Analysis of large data sets often results in extensive lists of variables, which may, for example, represent genes associated with some outcome of biomedical interest. A biological interpretation is often complicated by the statistical instability of the lists employed. Qlucore's solution means that the amount of information is condensed, improving the basis for analysis.
“The idea for this invention came when we compared measurements between patient groups and produced ordered lists of what separated the groups. It was clear that small changes in measurement data could produce large changes in the ordered lists of genes. This may be a reflection of biological redundancy and biological stability which, paradoxically, results in unmanageable instability of measurement data,” says Magnus Fontes, former professor of mathematics at Lund University and one of Qlucore's founders.
The new solution introduces a measure of statistical exchangeability for the variables which can partially capture, for example, biological redundancy. It enables more stable analyses.
The function is developed using a so-called ‘statistical exchangeability’ concept, which means that the invention measures the redundancy or excess information found in the data using an algorithm. This gives the user more stable conditions for comparing lists, which can, for example, mean that researchers or doctors can determine with greater certainty whether a patient will respond to a certain treatment or not.
Qlucore's new patented function can result in ordered lists of important biological information that are more stable and resistant to small changes in the underlying data than existing methods. The invention and patent is a significant piece of the puzzle in high-dimensional data analysis that requires robust answers.

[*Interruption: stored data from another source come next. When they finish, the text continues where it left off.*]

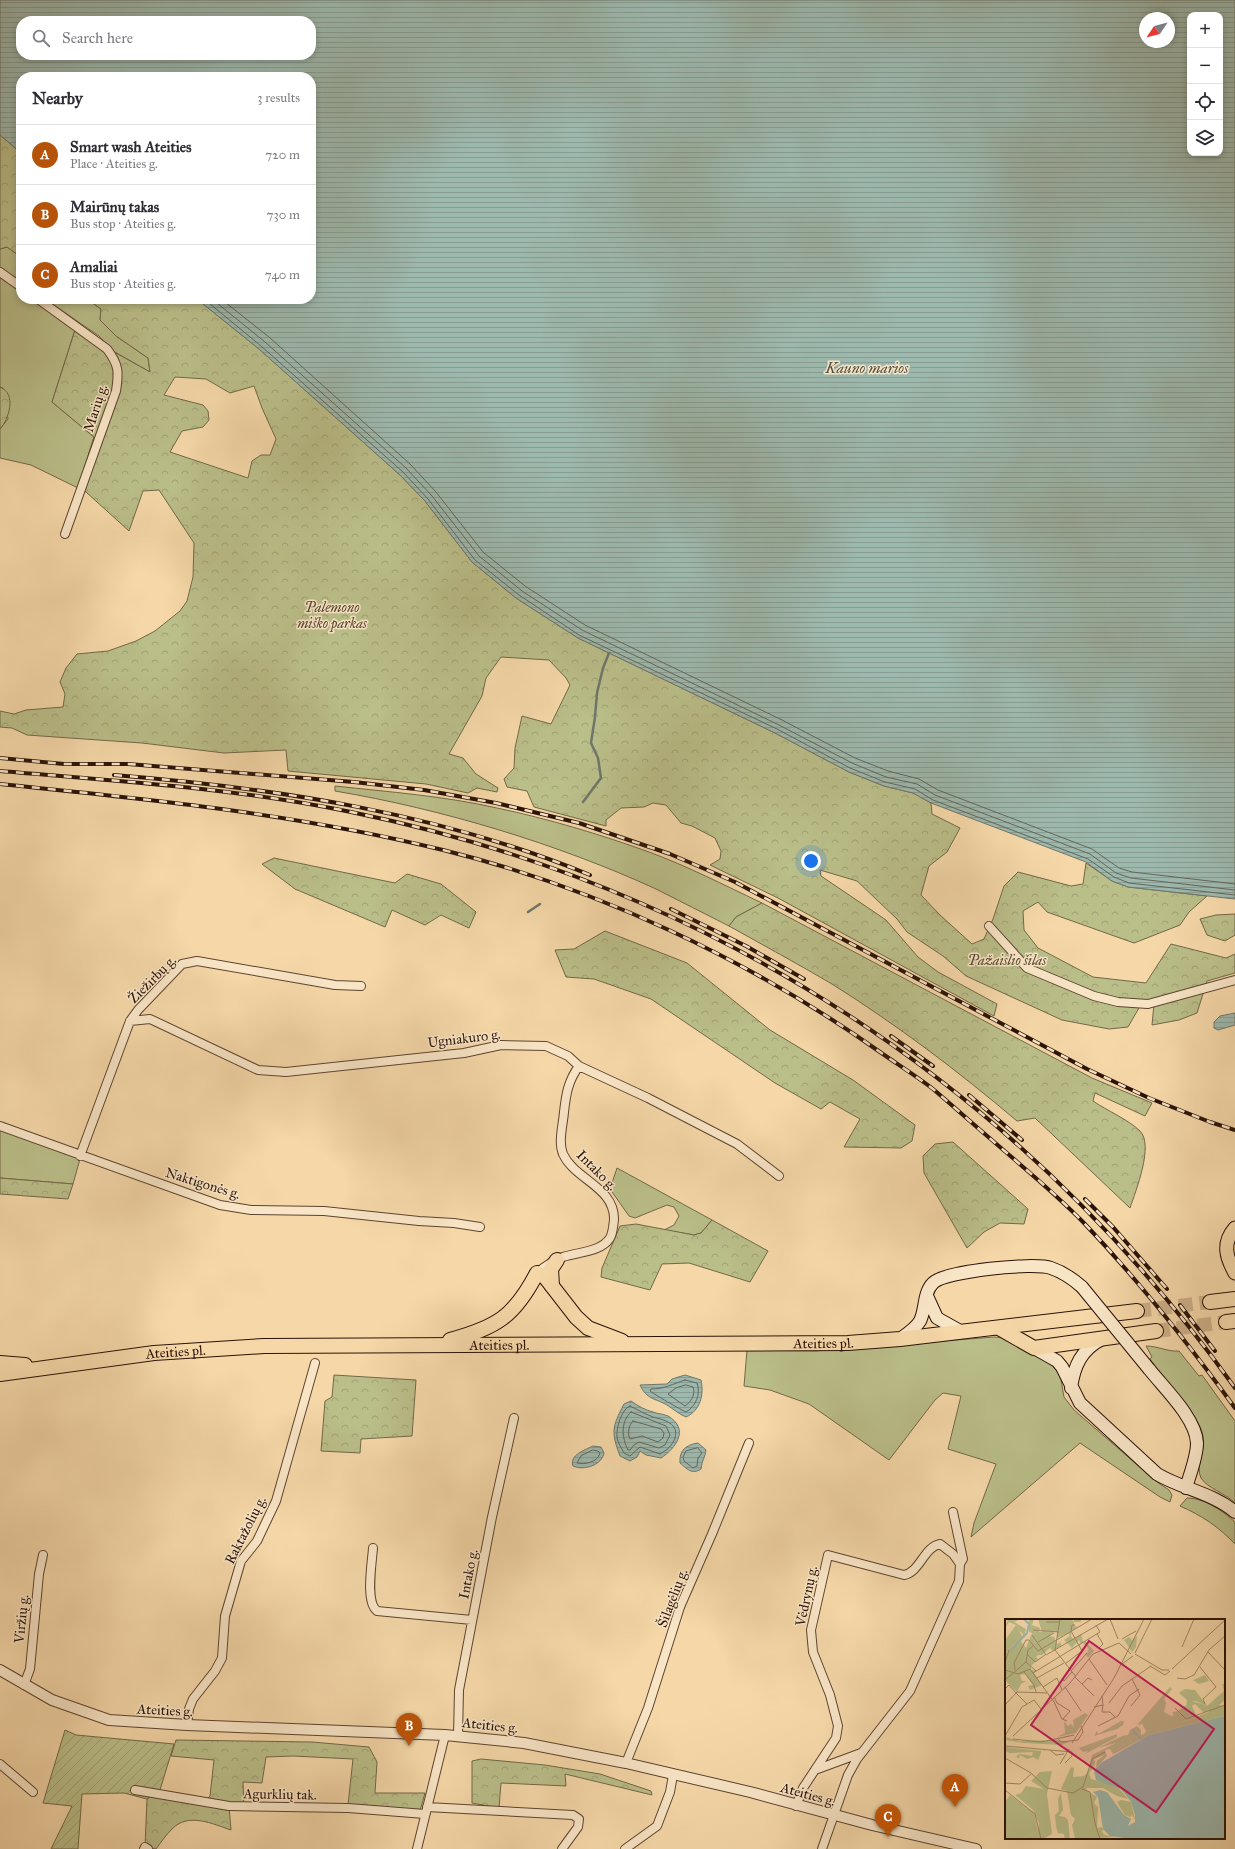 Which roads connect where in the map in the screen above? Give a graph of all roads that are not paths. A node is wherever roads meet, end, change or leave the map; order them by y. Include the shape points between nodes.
1 (0, 272) edge
2 (16, 283) edge
3 (45, 304) edge
4 (65, 534) dead end
5 (989, 926) dead end
6 (1235, 980) edge
7 (361, 986) dead end
8 (130, 1021) junction
9 (579, 1066) junction
10 (0, 1126) edge
11 (80, 1156) junction
12 (779, 1176) dead end
13 (480, 1227) dead end
14 (1235, 1228) edge
15 (557, 1260) junction
16 (537, 1273) junction
17 (1235, 1273) edge
18 (552, 1286) junction
19 (927, 1295) junction
20 (1235, 1299) edge
21 (1210, 1302) tunnel mouth
22 (1136, 1311) tunnel mouth
23 (999, 1328) junction
24 (1156, 1331) tunnel mouth
25 (962, 1332) junction
26 (1106, 1337) junction
27 (900, 1339) junction
28 (432, 1345) junction
29 (634, 1345) junction
30 (1034, 1348) junction
31 (0, 1363) edge
32 (315, 1364) dead end
33 (50, 1366) junction
34 (0, 1374) edge
35 (1071, 1388) junction
36 (514, 1418) dead end
37 (749, 1443) dead end
38 (1186, 1488) junction
39 (953, 1512) dead end
40 (1235, 1512) edge
41 (373, 1548) dead end
42 (44, 1555) dead end
43 (960, 1564) junction
44 (472, 1620) junction
45 (0, 1670) edge
46 (24, 1685) junction
47 (187, 1725) junction
48 (445, 1735) junction
49 (458, 1736) junction
50 (862, 1753) junction
51 (626, 1763) junction
52 (0, 1764) edge
53 (815, 1770) junction
54 (673, 1775) junction
55 (135, 1790) dead end
56 (33, 1792) dead end
57 (796, 1806) junction
58 (426, 1810) junction
59 (834, 1815) junction
60 (144, 1849) edge
61 (148, 1849) edge
62 (416, 1849) edge
63 (562, 1849) edge
64 (625, 1849) edge
65 (822, 1849) edge
66 (976, 1849) edge

1 - 2 street
3 - 4 street, Marių g. via 107,349 115,360 118,374 116,391
5 - 6 street via 1027,968 1094,996 1118,1002 1148,1004
7 - 8 street, Žiežirbų g. via 335,985 189,961 172,974
8 - 9 street, Ugniakuro g. via 150,1019 258,1070 270,1072 464,1053 502,1045 546,1046 568,1056
8 - 11 street, Žiežirbų g.
9 - 12 street, Ugniakuro g. via 648,1098 736,1144
9 - 15 street, Intako g. via 566,1091 561,1145 569,1162 610,1202 614,1214 613,1226 610,1237 603,1245
10 - 11 street, Naktigonės g.
11 - 13 street, Naktigonės g. via 220,1205 251,1210 324,1211
14 - 17 main road via 1226,1248 1226,1256
15 - 16 street, Intako g.
15 - 18 highway via 551,1269
16 - 18 highway
16 - 28 highway via 518,1305 504,1318 488,1328
18 - 29 highway via 588,1328
19 - 25 main road via 937,1318
19 - 27 main road via 920,1321
19 - 38 main road, bridge via 934,1283 947,1276 1036,1266 1051,1268 1082,1288 1188,1417 1196,1435 1196,1454
20 - 21 highway
22 - 23 highway, Ateities pl.
23 - 25 highway, Ateities pl.
23 - 30 highway
24 - 26 highway
25 - 27 highway, Ateities pl.
26 - 30 highway
26 - 35 main road via 1090,1346 1080,1357
27 - 29 highway, Ateities pl. via 822,1344
28 - 29 highway, Ateities pl.
28 - 33 highway, Ateities pl. via 220,1348
30 - 35 main road via 1062,1367
31 - 33 highway
32 - 47 street, Raktažolių g. via 276,1501 257,1541 241,1561 225,1616 222,1658 193,1699
33 - 34 highway, Ateities pl.
35 - 38 main road via 1080,1402 1157,1474
36 - 44 street, Intako g.
37 - 51 street, Šilagėlių g. via 680,1607 648,1708
38 - 40 main road via 1217,1500
39 - 43 street via 963,1559
41 - 44 street via 370,1598 374,1609
42 - 46 street, Viržių g. via 38,1581 30,1669
43 - 50 street via 959,1580 910,1692
43 - 53 street, Vėdrynų g. via 953,1554 940,1544 929,1552 913,1571 904,1575 828,1555 811,1630 814,1652 838,1726 836,1738
44 - 49 street, Intako g. via 459,1690
45 - 46 street, Ateities g.
46 - 47 street, Ateities g. via 52,1700 109,1720
47 - 48 street, Ateities g.
48 - 49 street, Ateities g.
48 - 58 street
49 - 51 street, Ateities g. via 546,1746
50 - 53 street
50 - 59 street via 848,1774
51 - 54 street, Ateities g.
52 - 56 street
53 - 57 street, Vėdrynų g. via 803,1788
54 - 57 street, Ateities g. via 750,1792
54 - 64 street via 670,1792 657,1826
55 - 58 street, Agurklių tak. via 229,1806
57 - 59 street, Ateities g.
58 - 62 street
58 - 63 street, Agurklių tak. via 573,1815 579,1819 578,1827
59 - 65 street
59 - 66 street, Ateities g.
60 - 61 street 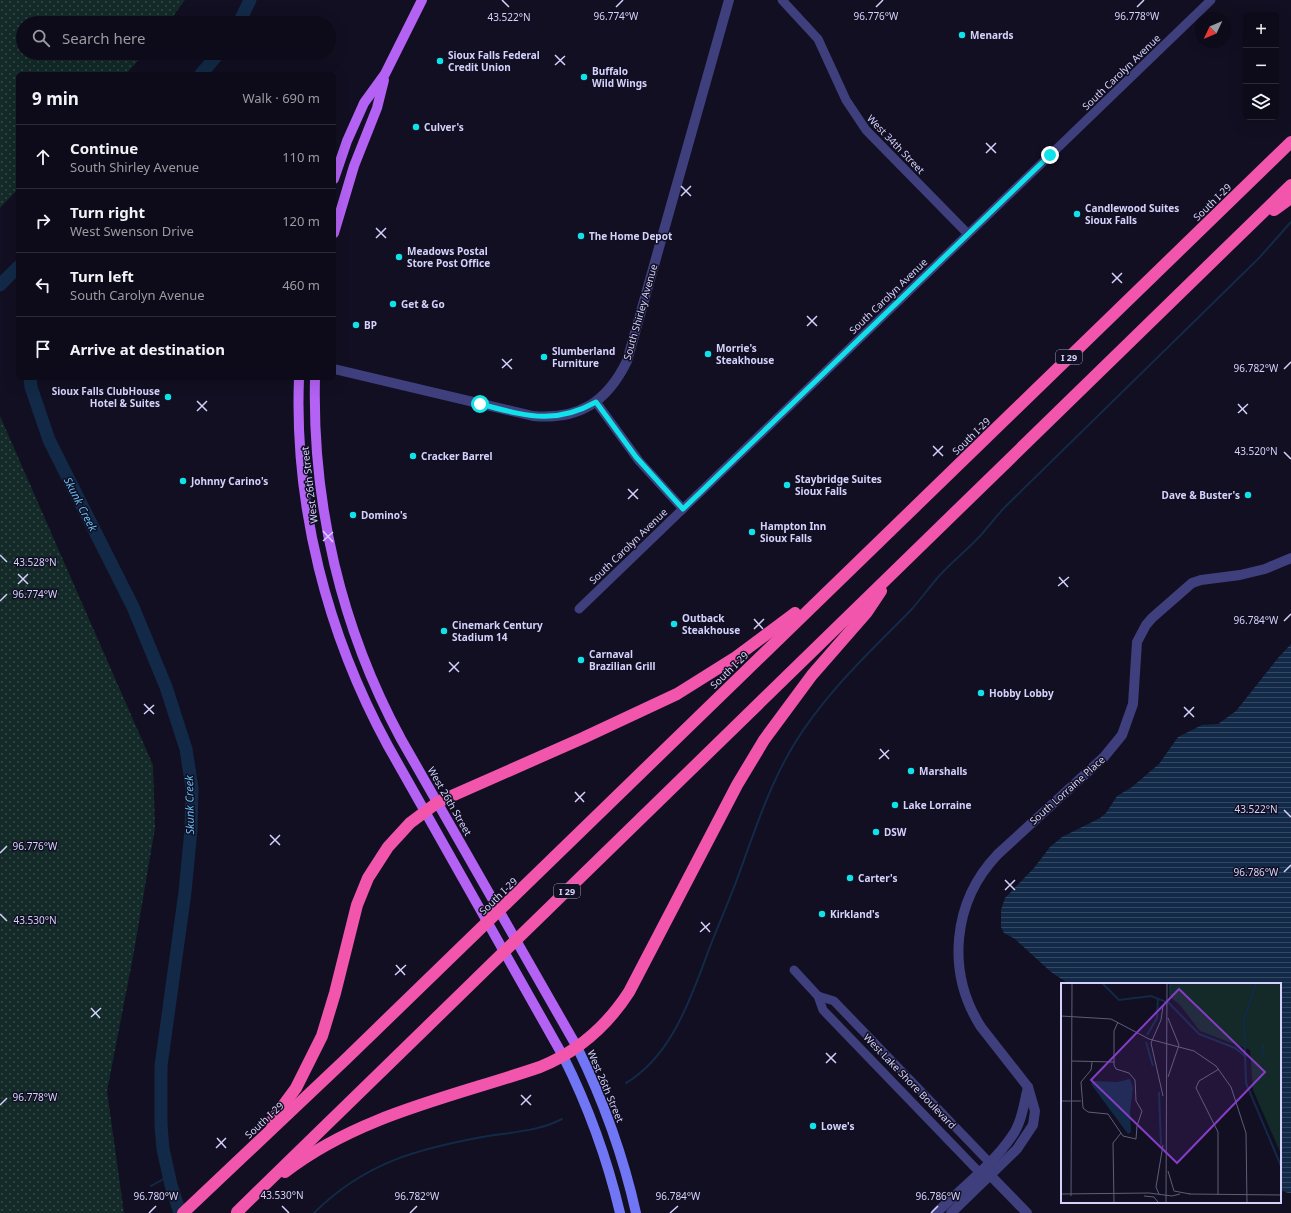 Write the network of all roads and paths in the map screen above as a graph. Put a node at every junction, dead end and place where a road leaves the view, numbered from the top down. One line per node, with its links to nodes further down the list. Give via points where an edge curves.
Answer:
1 (422, 0): 5 (main road)
2 (729, 0): 16 (street, South Shirley Avenue, via 627,361 620,375)
3 (782, 0): 12 (street, West 34th Street, via 818,39 846,100 866,130)
4 (1211, 0): 12 (street, South Carolyn Avenue)
5 (385, 74): 7 (main road, via 364,103); 11 (main road, via 377,108 354,166)
6 (1289, 143): 19 (highway, South I-29 / I 29)
7 (336, 172)
8 (1291, 185): 10 (highway, I 29)
9 (1291, 198): 10 (highway)
10 (1251, 225): 20 (highway, I 29)
11 (336, 227)
12 (968, 234): 17 (street, South Carolyn Avenue)
13 (336, 369): 16 (street, South Shirley Avenue, via 533,416 572,414)
14 (299, 380): 23 (main road, West 26th Street, via 306,500 317,562 329,607 348,664 367,707)
15 (315, 380): 22 (main road, West 26th Street, via 315,429 321,498 332,559 344,602 362,658 381,700)
16 (596, 402): 17 (street, via 636,457)
17 (683, 509): 21 (street, South Carolyn Avenue)
18 (1291, 558): 28 (street, South Lorraine Place, via 1265,569 1192,583 1152,618 1137,642 1133,704 1122,735 1104,757 998,854 971,892 958,935 958,959 963,986 975,1018)
19 (852, 567): 22 (highway, via 756,643 677,694); 32 (highway, South I-29 / I 29)
20 (896, 569): 26 (highway, via 867,612 812,675 764,740 737,785 629,992 607,1021); 33 (highway, I 29)
21 (579, 609)
22 (438, 802): 23 (highway); 26 (main road, West 26th Street)
23 (424, 811): 27 (main road, West 26th Street); 32 (highway, via 388,847 362,891 329,1015 305,1072 268,1126)
24 (794, 970): 25 (street, West Lake Shore Boulevard)
25 (818, 996): 29 (street, West Lake Shore Boulevard, via 834,1001); 30 (street, West Lake Shore Boulevard, via 823,1010)
26 (576, 1047): 27 (highway); 36 (main road, West 26th Street, via 611,1126)
27 (563, 1056): 33 (highway, via 540,1067 393,1114 354,1130 319,1148 290,1168); 35 (main road, West 26th Street, via 601,1147)
28 (1028, 1087): 29 (street, via 1013,1136); 31 (street, South Lorraine Place, via 1036,1111 1033,1125 1016,1149)
29 (989, 1162): 30 (street); 31 (street)
30 (979, 1172): 31 (street, West Lake Shore Boulevard); 37 (street)
31 (991, 1176): 38 (street, South Lorraine Place); 39 (street, West Lake Shore Boulevard)
32 (219, 1179): 34 (highway, South I-29 / I 29)
33 (236, 1212)
34 (183, 1213)
35 (620, 1213)
36 (636, 1213)
37 (936, 1213)
38 (951, 1213)
39 (1027, 1213) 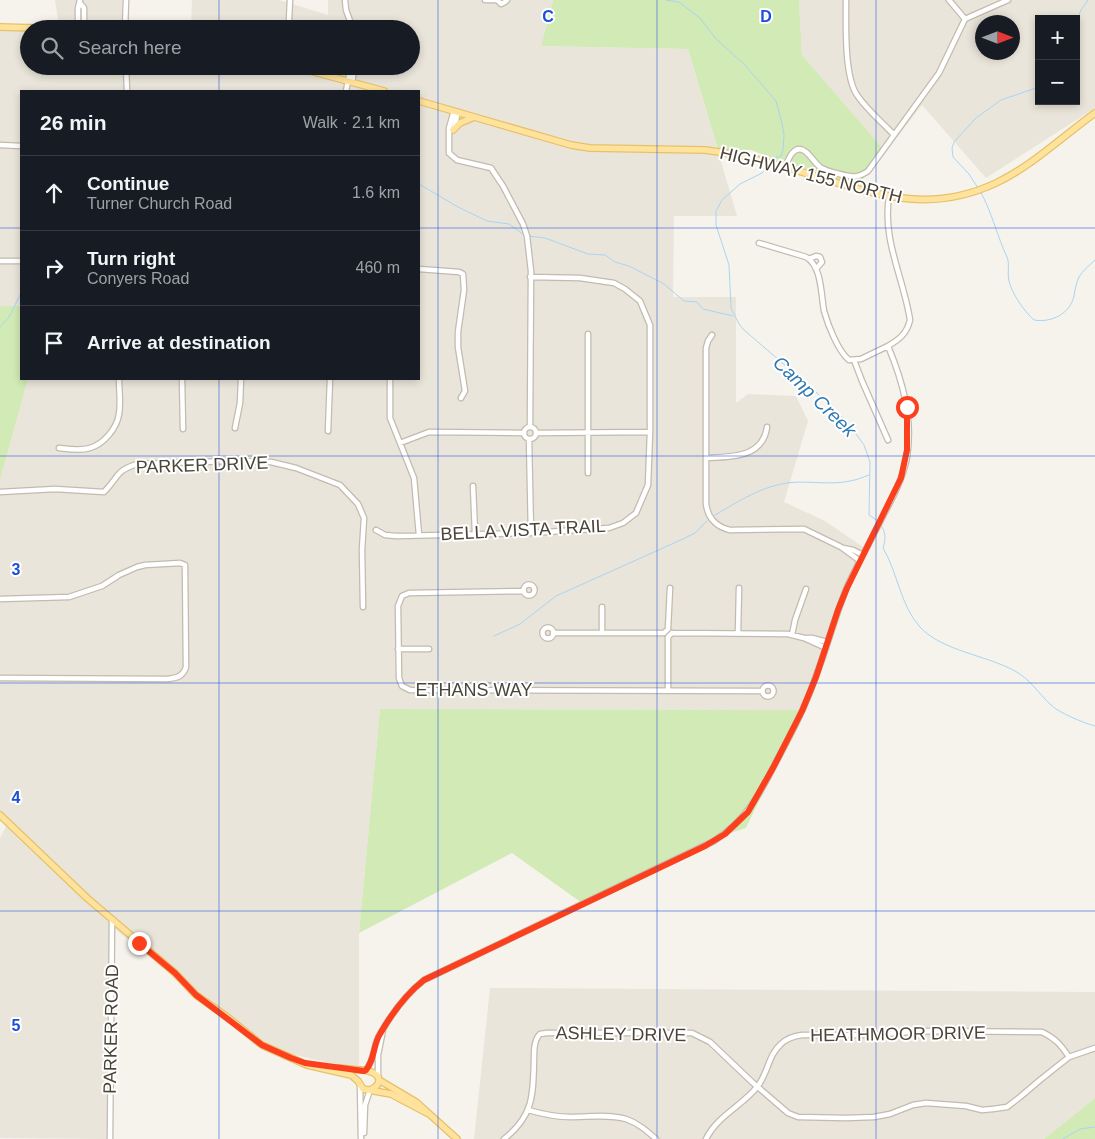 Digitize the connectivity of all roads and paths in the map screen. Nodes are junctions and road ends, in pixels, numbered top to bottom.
1 (126, 0) edge
2 (290, 0) edge
3 (345, 0) edge
4 (485, 0) edge
5 (496, 0) edge
6 (507, 0) edge
7 (846, 0) edge
8 (949, 0) edge
9 (1008, 0) edge
10 (80, 2) edge
11 (964, 19) junction
12 (78, 20) edge
13 (84, 20) edge
14 (125, 20) edge
15 (289, 20) edge
16 (350, 20) edge
17 (0, 27) edge
18 (20, 28) edge
19 (126, 75) edge
20 (327, 75) edge
21 (350, 75) edge
22 (352, 75) edge
23 (350, 81) junction
24 (127, 90) edge
25 (346, 90) edge
26 (381, 90) edge
27 (420, 101) edge
28 (456, 112) junction
29 (1095, 113) edge
30 (475, 117) junction
31 (453, 130) junction
32 (894, 135) junction
33 (450, 141) junction
34 (0, 145) edge
35 (20, 146) edge
36 (786, 167) junction
37 (889, 197) junction
38 (759, 243) dead end
39 (809, 259) junction
40 (0, 261) edge
41 (20, 261) edge
42 (420, 269) edge
43 (816, 269) junction
44 (530, 277) junction
45 (588, 334) dead end
46 (712, 335) dead end
47 (888, 346) junction
48 (854, 360) junction
49 (119, 380) edge
50 (182, 380) edge
51 (241, 380) edge
52 (330, 380) edge
53 (390, 380) edge
54 (461, 398) dead end
55 (530, 426) junction
56 (767, 427) dead end
57 (183, 428) dead end
58 (235, 428) dead end
59 (328, 431) dead end
60 (650, 432) junction
61 (523, 433) junction
62 (536, 433) junction
63 (588, 433) junction
64 (529, 439) junction
65 (888, 440) dead end
66 (400, 443) junction
67 (59, 448) dead end
68 (706, 458) junction
69 (588, 473) dead end
70 (473, 486) dead end
71 (0, 492) edge
72 (376, 530) dead end
73 (474, 533) junction
74 (530, 533) junction
75 (419, 535) junction
76 (841, 547) junction
77 (863, 555) junction
78 (860, 561) junction
79 (670, 588) dead end
80 (739, 588) dead end
81 (806, 589) dead end
82 (524, 591) dead end
83 (0, 598) edge
84 (363, 607) dead end
85 (602, 607) dead end
86 (666, 631) junction
87 (553, 633) dead end
88 (602, 633) junction
89 (738, 633) junction
90 (670, 635) junction
91 (792, 635) junction
92 (827, 645) junction
93 (398, 649) junction
94 (429, 649) dead end
95 (0, 678) edge
96 (668, 691) junction
97 (762, 691) dead end
98 (0, 815) edge
99 (112, 920) junction
100 (383, 1030) junction
101 (1095, 1048) edge
102 (1069, 1057) junction
103 (305, 1063) junction
104 (365, 1071) junction
105 (378, 1078) junction
106 (359, 1083) junction
107 (759, 1086) junction
108 (371, 1090) junction
109 (528, 1110) junction
110 (429, 1114) junction
111 (110, 1139) edge
112 (362, 1139) edge
113 (457, 1139) edge
114 (504, 1139) edge
115 (656, 1139) edge
116 (706, 1139) edge

1 - 14 street
2 - 15 street
3 - 16 street
4 - 5 street
5 - 6 street
7 - 32 street
8 - 11 street
9 - 11 street
10 - 12 street
10 - 13 street
11 - 32 street
17 - 18 main road
19 - 24 street
20 - 23 main road
21 - 23 street
22 - 23 street
23 - 25 street
23 - 26 main road
27 - 28 main road, HIGHWAY 155 NORTH
28 - 30 main road, HIGHWAY 155 NORTH
28 - 31 street
28 - 33 street
29 - 37 main road, HIGHWAY 155 NORTH
30 - 31 main road
30 - 36 main road, HIGHWAY 155 NORTH
31 - 33 street
32 - 36 street
33 - 44 street
34 - 35 street
36 - 37 main road, HIGHWAY 155 NORTH
37 - 47 street
38 - 39 street
39 - 43 street
39 - 43 street
40 - 41 street
42 - 54 street
43 - 48 street
44 - 55 street
44 - 60 street, BELLA VISTA TRAIL
45 - 63 street
46 - 68 street
47 - 48 street
47 - 77 street
48 - 65 street
49 - 67 street
50 - 57 street
51 - 58 street
52 - 59 street
53 - 66 street
55 - 61 street
55 - 62 street
56 - 68 street
60 - 63 street
60 - 74 street, BELLA VISTA TRAIL
61 - 64 street
61 - 66 street
62 - 63 street
62 - 64 street
63 - 69 street
64 - 74 street
66 - 75 street
68 - 76 street
70 - 73 street
71 - 84 street, PARKER DRIVE
72 - 75 street, BELLA VISTA TRAIL
73 - 74 street, BELLA VISTA TRAIL
73 - 75 street, BELLA VISTA TRAIL
76 - 77 street
76 - 78 street
77 - 78 street
78 - 92 street
79 - 86 street
80 - 89 street
81 - 91 street
82 - 93 street, ETHANS WAY
83 - 95 street
85 - 88 street
86 - 88 street
86 - 90 street
87 - 88 street
89 - 90 street
89 - 91 street
90 - 96 street
91 - 92 street
92 - 100 street
93 - 94 street
93 - 96 street, ETHANS WAY
96 - 97 street, ETHANS WAY
98 - 99 main road
99 - 103 main road
99 - 111 street, PARKER ROAD
100 - 104 street
100 - 105 street
101 - 102 street, ASHLEY DRIVE
102 - 107 street, ASHLEY DRIVE
102 - 107 street, HEATHMOOR DRIVE
103 - 104 main road
103 - 106 main road
104 - 105 main road
104 - 106 main road
105 - 108 main road
105 - 110 main road
106 - 108 main road
106 - 112 street
107 - 109 street, ASHLEY DRIVE
107 - 116 street, HEATHMOOR DRIVE
108 - 110 main road
108 - 112 street
109 - 114 street, ASHLEY DRIVE
109 - 115 street
110 - 113 main road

Magnus Fontes continues “This is a patent and a method that can help researchers who work with big data containing redundant information. This method can create better conditions for, among other things, cancer diagnostics. It is useful in both basic research and diagnostics. It is difficult to think of an area within high-dimensional data analysis where this method could not be useful.”
This new feature has been developed by Magnus Fontes, one of Qlucore's founders, and Charlotte Soneson (PhD student at Lunds University at the time of the invention and now Research Associate vid Friedrich Miescher Institute in Basel). The research is published in Biostatistics. (Biostatistics. 2012 Jan;13(1):129-41. doi: 10.1093/biostatistics/kxr023. Epub 2011 Sep 10. PMID: 21908866.)